Czy coś jeszcze może nas zaskoczyć w miejscu pracy? Jakie działania mogą wywołać efekt „wow” w firmie, która przez lata oddychała w korporacyjnym tempie? Przepis na to podają korporacyjni rebelianci – Joost Minnaar i Pim De Morre.
Osobiście uważam, że na naszym rodzimym podwórku funkcjonuje całkiem sporo organizacji, które wyznaczają trendy w tworzeniu sprzyjającego i zaangażowanego środowiska pracy. Myślę, że większość z nas potrafi podać nazwę kilku nawet niedużych firm, które mogłyby utrzeć nosa niejednej korporacji. Takich właśnie firm poszukiwali autorzy książki „Korporacyjni rebelianci” przez kilka lat, aby wskazać zainteresowanym dobre praktyki.
Dawno, dawno temu, a dokładnie 10 lat temu
Książka, która liczy 241 stron, może być dla niektórych objawieniem. Dwaj koledzy w 2015 roku, podczas towarzyskiego spotkania w Barcelonie, zdecydowali się zrezygnować z pracy w korporacji, aby zacząć poszukiwania inspirujących organizacji. Stworzyli listę firm, które chcieliby odwiedzić i poznać ich sekrety – sprawdzić, jak to jest, że mają zadowolonych pracowników, którzy z zaangażowaniem wykonują swoje obowiązki, a praca to dla nich prawdziwa frajda. Zainwestowali nie tylko czas, ale też swoje oszczędności, aby rozpocząć podróż, która miała otworzyć korporacyjnym niedowiarkom oczy.
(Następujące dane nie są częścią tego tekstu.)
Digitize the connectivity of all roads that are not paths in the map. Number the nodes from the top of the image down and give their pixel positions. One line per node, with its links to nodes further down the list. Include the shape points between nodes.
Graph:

Tak oto powstało 8 trendów, które stanowią o zaangażowanym, szczęśliwym, ale też efektywnym miejscu pracy.
8 – rebeliancka liczba
Wedle autorów to, co stanowi o sukcesie nowatorskich firm, to 8 trendów:
- Od zysku do istnienia dla wyższego celu i wartości.
- Od hierarchicznej piramidy do sieci zespołów.
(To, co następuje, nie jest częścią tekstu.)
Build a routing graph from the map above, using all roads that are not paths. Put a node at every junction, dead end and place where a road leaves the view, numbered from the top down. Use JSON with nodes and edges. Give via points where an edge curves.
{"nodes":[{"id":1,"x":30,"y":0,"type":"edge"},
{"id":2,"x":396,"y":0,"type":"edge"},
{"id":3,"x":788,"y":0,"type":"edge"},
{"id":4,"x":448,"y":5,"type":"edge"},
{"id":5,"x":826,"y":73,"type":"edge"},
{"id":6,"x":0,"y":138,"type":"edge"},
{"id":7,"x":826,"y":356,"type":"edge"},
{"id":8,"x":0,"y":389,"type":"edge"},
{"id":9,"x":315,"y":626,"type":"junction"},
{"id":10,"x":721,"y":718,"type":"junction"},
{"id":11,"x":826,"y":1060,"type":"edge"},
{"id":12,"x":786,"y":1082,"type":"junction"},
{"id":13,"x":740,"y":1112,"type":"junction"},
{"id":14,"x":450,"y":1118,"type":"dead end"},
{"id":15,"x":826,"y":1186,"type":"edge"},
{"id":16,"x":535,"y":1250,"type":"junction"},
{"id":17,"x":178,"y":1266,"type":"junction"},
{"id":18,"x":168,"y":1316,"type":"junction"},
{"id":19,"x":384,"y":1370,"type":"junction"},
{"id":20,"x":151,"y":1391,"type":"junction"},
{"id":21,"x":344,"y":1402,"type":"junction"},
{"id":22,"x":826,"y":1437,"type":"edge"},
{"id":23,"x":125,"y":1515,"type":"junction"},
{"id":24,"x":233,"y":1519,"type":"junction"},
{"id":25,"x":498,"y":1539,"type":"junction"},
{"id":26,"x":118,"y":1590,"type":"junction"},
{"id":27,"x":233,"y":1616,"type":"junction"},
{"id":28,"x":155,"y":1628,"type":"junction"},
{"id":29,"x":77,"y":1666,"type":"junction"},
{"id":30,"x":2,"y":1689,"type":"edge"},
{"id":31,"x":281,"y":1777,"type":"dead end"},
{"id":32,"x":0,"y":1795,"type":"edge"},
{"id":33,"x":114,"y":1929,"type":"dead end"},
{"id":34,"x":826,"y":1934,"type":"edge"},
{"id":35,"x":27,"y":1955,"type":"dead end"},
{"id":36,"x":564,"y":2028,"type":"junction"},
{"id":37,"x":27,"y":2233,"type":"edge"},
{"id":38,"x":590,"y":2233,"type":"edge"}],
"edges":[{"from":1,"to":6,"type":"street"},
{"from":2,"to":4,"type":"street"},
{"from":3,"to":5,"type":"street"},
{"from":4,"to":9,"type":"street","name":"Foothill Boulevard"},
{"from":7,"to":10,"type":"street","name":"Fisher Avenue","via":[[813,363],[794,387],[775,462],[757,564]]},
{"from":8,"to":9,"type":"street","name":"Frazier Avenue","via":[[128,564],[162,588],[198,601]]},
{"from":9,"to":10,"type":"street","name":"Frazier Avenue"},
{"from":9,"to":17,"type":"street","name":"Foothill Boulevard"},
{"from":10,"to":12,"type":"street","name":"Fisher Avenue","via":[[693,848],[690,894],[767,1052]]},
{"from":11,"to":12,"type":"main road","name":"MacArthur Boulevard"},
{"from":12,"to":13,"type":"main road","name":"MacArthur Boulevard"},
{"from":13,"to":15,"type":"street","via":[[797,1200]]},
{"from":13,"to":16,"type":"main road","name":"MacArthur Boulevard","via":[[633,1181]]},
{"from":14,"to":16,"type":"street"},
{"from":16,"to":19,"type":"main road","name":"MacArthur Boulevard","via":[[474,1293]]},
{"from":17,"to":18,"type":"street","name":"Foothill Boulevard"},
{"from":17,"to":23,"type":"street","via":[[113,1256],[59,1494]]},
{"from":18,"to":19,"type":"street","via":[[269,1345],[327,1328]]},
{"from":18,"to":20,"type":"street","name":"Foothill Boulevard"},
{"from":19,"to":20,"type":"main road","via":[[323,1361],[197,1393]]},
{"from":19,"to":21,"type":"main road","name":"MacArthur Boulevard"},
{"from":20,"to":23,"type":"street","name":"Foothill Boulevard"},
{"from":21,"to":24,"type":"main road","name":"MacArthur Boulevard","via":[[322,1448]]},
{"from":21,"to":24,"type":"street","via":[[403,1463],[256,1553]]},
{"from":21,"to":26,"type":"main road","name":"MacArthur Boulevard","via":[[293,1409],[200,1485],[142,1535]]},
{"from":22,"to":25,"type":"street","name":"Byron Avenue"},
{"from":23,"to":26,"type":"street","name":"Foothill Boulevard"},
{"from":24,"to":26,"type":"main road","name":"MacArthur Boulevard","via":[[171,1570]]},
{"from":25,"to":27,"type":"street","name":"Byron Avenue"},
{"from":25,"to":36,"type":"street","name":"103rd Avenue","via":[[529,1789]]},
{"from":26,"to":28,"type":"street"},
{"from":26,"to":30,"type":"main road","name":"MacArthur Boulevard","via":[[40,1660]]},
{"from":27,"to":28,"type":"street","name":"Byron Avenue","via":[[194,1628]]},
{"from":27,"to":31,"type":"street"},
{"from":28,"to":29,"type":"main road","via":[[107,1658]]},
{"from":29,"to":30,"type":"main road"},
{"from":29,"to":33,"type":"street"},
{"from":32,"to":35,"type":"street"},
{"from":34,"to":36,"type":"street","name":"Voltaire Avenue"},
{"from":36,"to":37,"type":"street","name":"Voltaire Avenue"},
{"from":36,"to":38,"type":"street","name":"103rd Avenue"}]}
- Od przywództwa dyrektywnego do wspierającego.
- Od planowania i prognoz do eksperymentów i przystosowania.
- Od reguł i kontroli do wolności i zaufania.
- Od władzy scentralizowanej do rozproszonej.
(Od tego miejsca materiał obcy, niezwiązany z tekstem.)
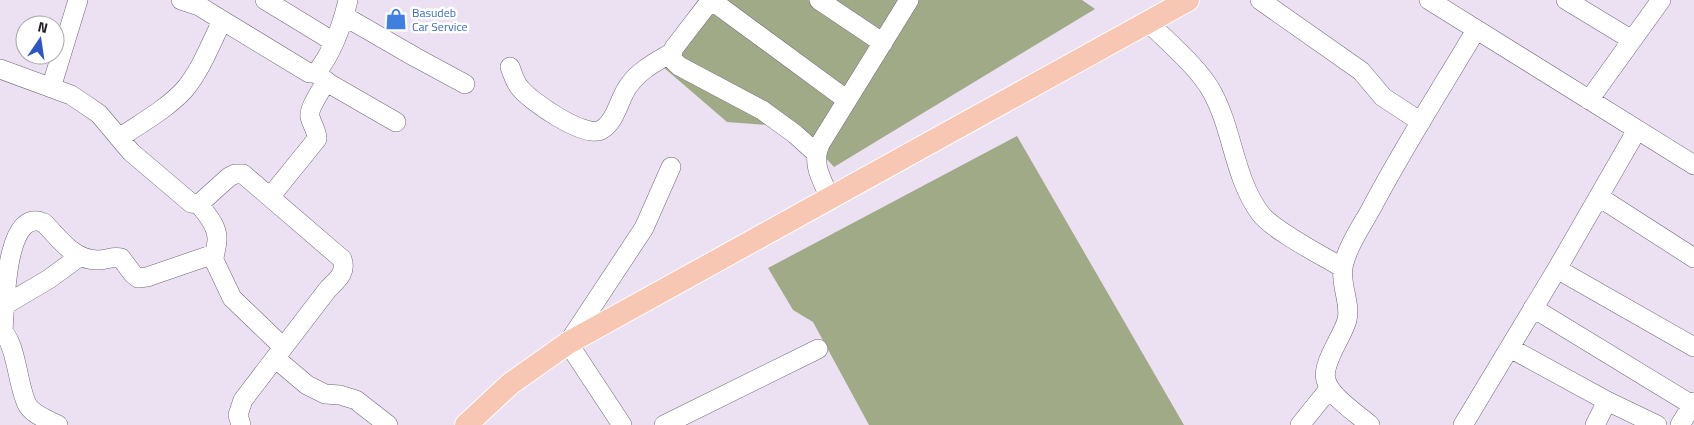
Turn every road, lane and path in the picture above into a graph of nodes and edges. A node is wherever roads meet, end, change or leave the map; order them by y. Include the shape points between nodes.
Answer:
1 (78, 0) edge
2 (181, 0) edge
3 (265, 0) edge
4 (711, 0) edge
5 (819, 0) edge
6 (909, 0) edge
7 (1188, 0) edge
8 (1260, 0) edge
9 (1429, 0) edge
10 (1566, 0) edge
11 (1661, 0) edge
12 (346, 8) edge
13 (222, 20) junction
14 (1148, 22) junction
15 (1476, 30) junction
16 (1632, 40) junction
17 (334, 42) junction
18 (883, 43) junction
19 (671, 53) junction
20 (510, 67) dead end
21 (0, 69) edge
22 (321, 77) junction
23 (465, 84) dead end
24 (51, 88) junction
25 (847, 100) junction
26 (1589, 100) junction
27 (396, 122) dead end
28 (1421, 122) junction
29 (1637, 130) junction
30 (119, 138) junction
31 (816, 154) junction
32 (1694, 165) edge
33 (671, 167) dead end
34 (270, 196) junction
35 (1599, 197) junction
36 (830, 198) junction
37 (199, 204) junction
38 (214, 254) junction
39 (79, 257) junction
40 (1694, 258) edge
41 (1343, 268) junction
42 (1557, 269) junction
43 (5, 305) junction
44 (1533, 308) junction
45 (2, 331) edge
46 (568, 343) junction
47 (1510, 348) junction
48 (1694, 348) edge
49 (818, 349) dead end
50 (279, 352) junction
51 (1328, 389) junction
52 (1607, 401) junction
53 (1693, 403) edge
54 (58, 425) edge
55 (241, 425) edge
56 (388, 425) edge
57 (466, 425) edge
58 (622, 425) edge
59 (664, 425) edge
60 (1300, 425) edge
61 (1370, 425) edge
62 (1463, 425) edge
63 (1595, 425) edge
64 (1657, 425) edge
65 (1680, 425) edge

1 - 24 street
2 - 13 street
3 - 17 street
4 - 19 street
4 - 25 street
5 - 18 street
6 - 18 street
7 - 14 main road
8 - 28 street via 1361,71 1383,97
9 - 15 street
10 - 16 street
11 - 16 street
12 - 17 street
12 - 23 street via 414,57
13 - 22 street via 303,71
13 - 30 street via 186,88
14 - 36 main road
14 - 41 street via 1212,91 1250,196 1261,215
15 - 26 street
15 - 28 street
16 - 26 street
17 - 22 street
18 - 25 street
19 - 20 street via 638,74 610,122 596,132 585,130 543,108 515,82
19 - 31 street via 674,63 762,110
21 - 24 street
22 - 27 street
22 - 34 street via 310,115 317,133 316,140
24 - 30 street via 86,105
25 - 31 street
26 - 29 street
28 - 41 street via 1383,186
29 - 32 street
29 - 35 street
30 - 37 street via 191,203
31 - 36 street via 819,173
33 - 46 street via 644,228
34 - 37 street via 243,174 235,174
34 - 50 street via 336,253 344,266 343,272
35 - 40 street
35 - 42 street
36 - 46 main road
37 - 38 street via 216,229
38 - 39 street via 138,278 121,258 98,260
38 - 50 street via 232,298
39 - 43 street
39 - 43 street via 44,223 38,220 31,222 23,228 11,250
41 - 51 street via 1347,320 1327,365
42 - 44 street
42 - 48 street
43 - 45 street
44 - 47 street
44 - 53 street
45 - 54 street via 9,338 28,406
46 - 57 main road via 510,384
46 - 58 street
47 - 52 street
47 - 62 street
49 - 59 street
50 - 55 street via 243,400 238,415
50 - 56 street via 307,385 325,394 356,400
51 - 60 street
51 - 61 street
52 - 63 street
52 - 64 street
53 - 65 street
- Od tajności do radykalnej przejrzystości.
- Od zakresu obowiązków do talentu i mistrzostwa.
Nie będę robić streszczenia wszystkich z wyżej opisanych postulatów, bo zachęcam do przeczytania książki, chciałabym skupić się na tym, co dla mnie jest interesujące. A są to praktyki dotyczące zaufania i radykalnej przejrzystości.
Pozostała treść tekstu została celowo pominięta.